(Collected data)
......
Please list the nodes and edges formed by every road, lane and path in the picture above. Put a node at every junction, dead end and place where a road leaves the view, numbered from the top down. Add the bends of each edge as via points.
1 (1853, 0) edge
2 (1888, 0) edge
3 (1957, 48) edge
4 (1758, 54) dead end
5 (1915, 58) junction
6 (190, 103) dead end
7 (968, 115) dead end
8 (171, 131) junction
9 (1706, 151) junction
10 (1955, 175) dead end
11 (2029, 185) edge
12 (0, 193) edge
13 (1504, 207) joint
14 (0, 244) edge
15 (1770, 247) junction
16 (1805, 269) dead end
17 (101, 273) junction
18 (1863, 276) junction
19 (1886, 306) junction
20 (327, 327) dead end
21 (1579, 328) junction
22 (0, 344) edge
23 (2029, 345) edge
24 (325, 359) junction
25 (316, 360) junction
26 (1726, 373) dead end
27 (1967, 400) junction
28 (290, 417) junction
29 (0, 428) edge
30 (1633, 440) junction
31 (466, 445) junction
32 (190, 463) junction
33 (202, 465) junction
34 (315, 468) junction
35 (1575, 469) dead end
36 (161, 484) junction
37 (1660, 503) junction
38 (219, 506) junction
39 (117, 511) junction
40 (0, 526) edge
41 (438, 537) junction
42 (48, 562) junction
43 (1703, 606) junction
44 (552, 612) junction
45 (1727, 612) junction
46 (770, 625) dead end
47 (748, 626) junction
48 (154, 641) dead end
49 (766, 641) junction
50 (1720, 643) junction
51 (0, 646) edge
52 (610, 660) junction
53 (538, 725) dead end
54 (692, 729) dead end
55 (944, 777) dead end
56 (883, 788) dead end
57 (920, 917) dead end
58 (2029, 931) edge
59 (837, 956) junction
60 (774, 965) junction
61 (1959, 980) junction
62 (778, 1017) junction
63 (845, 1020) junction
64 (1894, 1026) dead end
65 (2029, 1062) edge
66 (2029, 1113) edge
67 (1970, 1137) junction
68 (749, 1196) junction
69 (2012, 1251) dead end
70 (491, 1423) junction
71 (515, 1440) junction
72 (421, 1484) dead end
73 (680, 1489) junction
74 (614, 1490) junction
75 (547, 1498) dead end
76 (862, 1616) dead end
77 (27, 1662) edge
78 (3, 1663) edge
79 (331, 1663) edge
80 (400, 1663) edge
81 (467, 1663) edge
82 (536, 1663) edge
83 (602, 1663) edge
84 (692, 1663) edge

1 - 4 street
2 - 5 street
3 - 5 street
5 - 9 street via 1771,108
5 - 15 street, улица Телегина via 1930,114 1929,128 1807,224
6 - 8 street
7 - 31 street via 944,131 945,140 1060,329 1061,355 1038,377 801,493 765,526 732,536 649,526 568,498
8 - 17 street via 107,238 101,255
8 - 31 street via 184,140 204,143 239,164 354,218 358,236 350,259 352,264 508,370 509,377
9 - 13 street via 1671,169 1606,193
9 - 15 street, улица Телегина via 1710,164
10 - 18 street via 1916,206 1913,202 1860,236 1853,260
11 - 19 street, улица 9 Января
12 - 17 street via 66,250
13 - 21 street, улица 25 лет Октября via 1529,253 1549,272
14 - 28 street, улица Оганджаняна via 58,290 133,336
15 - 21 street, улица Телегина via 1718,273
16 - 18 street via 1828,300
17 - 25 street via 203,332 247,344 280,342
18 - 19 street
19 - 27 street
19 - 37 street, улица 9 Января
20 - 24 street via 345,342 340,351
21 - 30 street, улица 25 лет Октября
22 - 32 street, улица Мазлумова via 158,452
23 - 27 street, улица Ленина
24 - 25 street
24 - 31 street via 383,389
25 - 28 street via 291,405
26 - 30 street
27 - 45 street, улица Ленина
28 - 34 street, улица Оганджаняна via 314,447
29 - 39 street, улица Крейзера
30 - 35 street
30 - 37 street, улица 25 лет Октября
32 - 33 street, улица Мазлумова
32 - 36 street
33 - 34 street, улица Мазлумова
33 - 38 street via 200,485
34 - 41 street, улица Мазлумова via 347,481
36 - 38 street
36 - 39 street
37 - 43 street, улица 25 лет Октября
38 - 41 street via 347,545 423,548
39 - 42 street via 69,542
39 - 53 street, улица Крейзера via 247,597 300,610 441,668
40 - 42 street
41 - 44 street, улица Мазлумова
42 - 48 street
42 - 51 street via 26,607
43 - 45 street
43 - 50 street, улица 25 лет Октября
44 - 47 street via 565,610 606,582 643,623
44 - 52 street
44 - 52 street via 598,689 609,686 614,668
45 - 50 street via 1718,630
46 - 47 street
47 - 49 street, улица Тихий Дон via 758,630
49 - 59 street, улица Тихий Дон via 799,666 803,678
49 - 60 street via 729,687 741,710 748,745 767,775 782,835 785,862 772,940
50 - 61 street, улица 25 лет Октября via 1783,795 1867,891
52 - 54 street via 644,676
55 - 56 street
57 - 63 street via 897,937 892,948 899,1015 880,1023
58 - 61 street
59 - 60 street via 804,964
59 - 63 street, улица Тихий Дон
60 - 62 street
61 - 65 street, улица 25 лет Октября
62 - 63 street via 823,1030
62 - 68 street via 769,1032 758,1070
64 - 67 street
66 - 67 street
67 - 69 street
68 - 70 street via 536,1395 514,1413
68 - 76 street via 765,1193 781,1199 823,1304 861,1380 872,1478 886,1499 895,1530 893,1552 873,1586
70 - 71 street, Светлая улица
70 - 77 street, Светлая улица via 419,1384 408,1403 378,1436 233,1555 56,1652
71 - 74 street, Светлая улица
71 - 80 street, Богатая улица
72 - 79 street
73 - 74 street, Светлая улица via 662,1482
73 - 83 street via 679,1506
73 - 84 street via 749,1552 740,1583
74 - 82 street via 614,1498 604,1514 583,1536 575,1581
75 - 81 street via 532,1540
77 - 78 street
......
▸ **Task goal**: The records above must be set down again exactly as written.

▸ **Answer area**:
Please list the nodes and edges formed by every road, lane and path in the picture above. Put a node at every junction, dead end and place where a road leaves the view, numbered from the top down. Add the bends of each edge as via points.
1 (1853, 0) edge
2 (1888, 0) edge
3 (1957, 48) edge
4 (1758, 54) dead end
5 (1915, 58) junction
6 (190, 103) dead end
7 (968, 115) dead end
8 (171, 131) junction
9 (1706, 151) junction
10 (1955, 175) dead end
11 (2029, 185) edge
12 (0, 193) edge
13 (1504, 207) joint
14 (0, 244) edge
15 (1770, 247) junction
16 (1805, 269) dead end
17 (101, 273) junction
18 (1863, 276) junction
19 (1886, 306) junction
20 (327, 327) dead end
21 (1579, 328) junction
22 (0, 344) edge
23 (2029, 345) edge
24 (325, 359) junction
25 (316, 360) junction
26 (1726, 373) dead end
27 (1967, 400) junction
28 (290, 417) junction
29 (0, 428) edge
30 (1633, 440) junction
31 (466, 445) junction
32 (190, 463) junction
33 (202, 465) junction
34 (315, 468) junction
35 (1575, 469) dead end
36 (161, 484) junction
37 (1660, 503) junction
38 (219, 506) junction
39 (117, 511) junction
40 (0, 526) edge
41 (438, 537) junction
42 (48, 562) junction
43 (1703, 606) junction
44 (552, 612) junction
45 (1727, 612) junction
46 (770, 625) dead end
47 (748, 626) junction
48 (154, 641) dead end
49 (766, 641) junction
50 (1720, 643) junction
51 (0, 646) edge
52 (610, 660) junction
53 (538, 725) dead end
54 (692, 729) dead end
55 (944, 777) dead end
56 (883, 788) dead end
57 (920, 917) dead end
58 (2029, 931) edge
59 (837, 956) junction
60 (774, 965) junction
61 (1959, 980) junction
62 (778, 1017) junction
63 (845, 1020) junction
64 (1894, 1026) dead end
65 (2029, 1062) edge
66 (2029, 1113) edge
67 (1970, 1137) junction
68 (749, 1196) junction
69 (2012, 1251) dead end
70 (491, 1423) junction
71 (515, 1440) junction
72 (421, 1484) dead end
73 (680, 1489) junction
74 (614, 1490) junction
75 (547, 1498) dead end
76 (862, 1616) dead end
77 (27, 1662) edge
78 (3, 1663) edge
79 (331, 1663) edge
80 (400, 1663) edge
81 (467, 1663) edge
82 (536, 1663) edge
83 (602, 1663) edge
84 (692, 1663) edge

1 - 4 street
2 - 5 street
3 - 5 street
5 - 9 street via 1771,108
5 - 15 street, улица Телегина via 1930,114 1929,128 1807,224
6 - 8 street
7 - 31 street via 944,131 945,140 1060,329 1061,355 1038,377 801,493 765,526 732,536 649,526 568,498
8 - 17 street via 107,238 101,255
8 - 31 street via 184,140 204,143 239,164 354,218 358,236 350,259 352,264 508,370 509,377
9 - 13 street via 1671,169 1606,193
9 - 15 street, улица Телегина via 1710,164
10 - 18 street via 1916,206 1913,202 1860,236 1853,260
11 - 19 street, улица 9 Января
12 - 17 street via 66,250
13 - 21 street, улица 25 лет Октября via 1529,253 1549,272
14 - 28 street, улица Оганджаняна via 58,290 133,336
15 - 21 street, улица Телегина via 1718,273
16 - 18 street via 1828,300
17 - 25 street via 203,332 247,344 280,342
18 - 19 street
19 - 27 street
19 - 37 street, улица 9 Января
20 - 24 street via 345,342 340,351
21 - 30 street, улица 25 лет Октября
22 - 32 street, улица Мазлумова via 158,452
23 - 27 street, улица Ленина
24 - 25 street
24 - 31 street via 383,389
25 - 28 street via 291,405
26 - 30 street
27 - 45 street, улица Ленина
28 - 34 street, улица Оганджаняна via 314,447
29 - 39 street, улица Крейзера
30 - 35 street
30 - 37 street, улица 25 лет Октября
32 - 33 street, улица Мазлумова
32 - 36 street
33 - 34 street, улица Мазлумова
33 - 38 street via 200,485
34 - 41 street, улица Мазлумова via 347,481
36 - 38 street
36 - 39 street
37 - 43 street, улица 25 лет Октября
38 - 41 street via 347,545 423,548
39 - 42 street via 69,542
39 - 53 street, улица Крейзера via 247,597 300,610 441,668
40 - 42 street
41 - 44 street, улица Мазлумова
42 - 48 street
42 - 51 street via 26,607
43 - 45 street
43 - 50 street, улица 25 лет Октября
44 - 47 street via 565,610 606,582 643,623
44 - 52 street
44 - 52 street via 598,689 609,686 614,668
45 - 50 street via 1718,630
46 - 47 street
47 - 49 street, улица Тихий Дон via 758,630
49 - 59 street, улица Тихий Дон via 799,666 803,678
49 - 60 street via 729,687 741,710 748,745 767,775 782,835 785,862 772,940
50 - 61 street, улица 25 лет Октября via 1783,795 1867,891
52 - 54 street via 644,676
55 - 56 street
57 - 63 street via 897,937 892,948 899,1015 880,1023
58 - 61 street
59 - 60 street via 804,964
59 - 63 street, улица Тихий Дон
60 - 62 street
61 - 65 street, улица 25 лет Октября
62 - 63 street via 823,1030
62 - 68 street via 769,1032 758,1070
64 - 67 street
66 - 67 street
67 - 69 street
68 - 70 street via 536,1395 514,1413
68 - 76 street via 765,1193 781,1199 823,1304 861,1380 872,1478 886,1499 895,1530 893,1552 873,1586
70 - 71 street, Светлая улица
70 - 77 street, Светлая улица via 419,1384 408,1403 378,1436 233,1555 56,1652
71 - 74 street, Светлая улица
71 - 80 street, Богатая улица
72 - 79 street
73 - 74 street, Светлая улица via 662,1482
73 - 83 street via 679,1506
73 - 84 street via 749,1552 740,1583
74 - 82 street via 614,1498 604,1514 583,1536 575,1581
75 - 81 street via 532,1540
77 - 78 street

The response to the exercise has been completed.